Kitabı oku: «Изнанка поэзии», sayfa 3
– Эй вы, Свидригайлов! Вам чего тут надо? – крикнул он, сжимая кулаки и смеясь своими запенившимися от злобы губами.5
Здесь происходит перелом сцены, потому что именно этим словом «Свидригайлов» осуществил Раскольников мечтательное обладание жизнью. Найден был разрешительный символ для той мечты-загадки, которая мучила Раскольникова уже много дней подряд. Обладанье жизнью получило эмблему жирного и женоподобного франта на стоике около пухлого и уже пьяного ребенка.
Пускай Раскольников возбуждает себя злобой и красноречием, но реальный факт после этого слова уже тает. Жизнь увлекает Раскольникова дальше, как Мефистофель, не давая ему опомниться.
Раскольникову нужно иго, ему мечтается новый, еще не испытанный нарыв на сердце: теперь он уверен, что возьмет жизнь и что эта жизнь даст ему новое слово; а может быть, ему уже мерещится Лазарь6… Теперь Раскольников станет наконец и сам той жизнью, которая все уходит от него куда-то. А для этого он пойдет сейчас же к ней туда, в самую гущу, в самую грязь… Он сам станет грязью, если именно этим можно взять жизнь, слившись с нею. Он убьет эту мечту… Ведь, в сущности, самую устранимость закладчицы уже давно таят в себе все эти капитальные дома Екатерининского канала с их каютами, притонами, беременными Лизаветами и жуткими подворотнями, где всего несколько ступенек отделяет мечтателя от самого подлинного, самого непреложного обладания жизнью в виде топора, который дворник запрятал под какую-то рвань.
Раскольников не был поэтом, но поэтом был Достоевский, и это он не мог не размыкать снедавшей его болезни творчества по больным детям своей фантазии; это он не мог не заразить их своею мукой. И лучше всех, кого я знаю по крайней мере, показал нам именно Достоевский, что значит быть влюбленным в жизнь; показал и как она играет, как исступленно тешится жизнь над теми, кто любит ее не скромной и смешной любовью гусеницы, а безумным желанием раствориться в ней до конца.

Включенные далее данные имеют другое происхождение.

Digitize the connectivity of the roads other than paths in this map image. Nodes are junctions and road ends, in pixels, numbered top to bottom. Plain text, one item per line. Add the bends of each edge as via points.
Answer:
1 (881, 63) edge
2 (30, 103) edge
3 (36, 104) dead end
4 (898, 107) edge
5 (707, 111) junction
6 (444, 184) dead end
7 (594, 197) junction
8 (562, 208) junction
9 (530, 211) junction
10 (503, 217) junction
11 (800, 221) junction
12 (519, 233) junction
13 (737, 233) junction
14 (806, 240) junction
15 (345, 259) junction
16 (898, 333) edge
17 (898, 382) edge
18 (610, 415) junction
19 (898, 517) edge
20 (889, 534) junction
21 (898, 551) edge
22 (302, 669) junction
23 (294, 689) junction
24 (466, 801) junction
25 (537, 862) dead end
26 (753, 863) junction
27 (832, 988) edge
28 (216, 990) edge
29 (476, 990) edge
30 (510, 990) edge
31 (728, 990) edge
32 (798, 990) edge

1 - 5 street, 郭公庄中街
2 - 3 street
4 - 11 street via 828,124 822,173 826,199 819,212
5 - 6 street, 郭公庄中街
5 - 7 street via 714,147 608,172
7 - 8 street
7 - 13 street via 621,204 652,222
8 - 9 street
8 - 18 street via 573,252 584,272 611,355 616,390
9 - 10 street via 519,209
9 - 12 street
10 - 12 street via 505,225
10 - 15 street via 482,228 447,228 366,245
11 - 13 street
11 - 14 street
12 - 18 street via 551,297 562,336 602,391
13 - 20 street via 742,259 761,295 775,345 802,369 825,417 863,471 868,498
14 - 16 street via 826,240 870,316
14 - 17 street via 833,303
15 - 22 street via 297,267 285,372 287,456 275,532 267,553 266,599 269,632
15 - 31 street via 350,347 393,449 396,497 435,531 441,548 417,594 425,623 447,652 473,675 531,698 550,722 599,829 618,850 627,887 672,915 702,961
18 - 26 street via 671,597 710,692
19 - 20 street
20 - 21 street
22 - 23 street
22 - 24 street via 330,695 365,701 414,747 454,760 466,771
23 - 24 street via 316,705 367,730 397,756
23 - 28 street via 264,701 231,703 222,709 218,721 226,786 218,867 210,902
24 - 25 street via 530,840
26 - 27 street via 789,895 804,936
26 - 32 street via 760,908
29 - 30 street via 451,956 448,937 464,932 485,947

Символы красоты у русских писателей
I
Поэты говорят обыкновенно об одном из трех: или о страдании, или о смерти, или о красоте. Крупица страдания должна быть и в смехе, и даже в сарказме, – иначе поэт их никогда себе не усвоит. Но с особой охотой поэт симулирует страдание. Симулирует, конечно, как поэт, т. е. творчески, прекрасно, со страстью, с самозабвением, но все же только симулирует. Из похорон элегии не выкроишь. Надо еще вообразить и пожалеть себя в гробу.
Поэзия с ее розовыми слезами и нежной жалостью поэта к самому себе, пускай не реальному, не личному себе, а лишь такому, который с призрачной страстностью готов жить решительно за всех, – поэзия, говорю я, есть в сущности самое яркое отрицание подлинного страдания и жгучего сострадания. Мука не может жить за других, да еще призрачно, потому что сама она вся тупость, вся – непосредственность минуты: она стонет, скрежещет, она проклинает и иногда покоряется, но всегда только с неделимою и с несообщаемой подлинностью.
Состраданию тоже не до слов. Сострадание не грезит Прометеем на скале: оно должно молча разматывать бинты, пока долото хирурга долбит бледному ребенку его испорченные кости.
И нигде трагическая роль поэзии не обнаруживается с такой яркостью, как именно в изображениях муки. Ведь поэт влюблен в жизнь, ведь он хотел бы разлиться в мире, ведь он воображает, что он и точно стал этим миром, и все это – только иллюзия. Не поэт стал жизнью, – наоборот, жизнь принизилась, сузилась до него, так часто смешная и даже нелепая, если сравнишь ее с настоящею. И вот там, где поэт чувствует, как ему кажется, только чужую муку, на деле красуется и расцветает лишь один безысходный эгоизм, пусть ни для кого не обидный и даже всех утешающий эгоизм, но столь же чуждый истинному, действенному состраданию, как и его тупой и сытый собрат.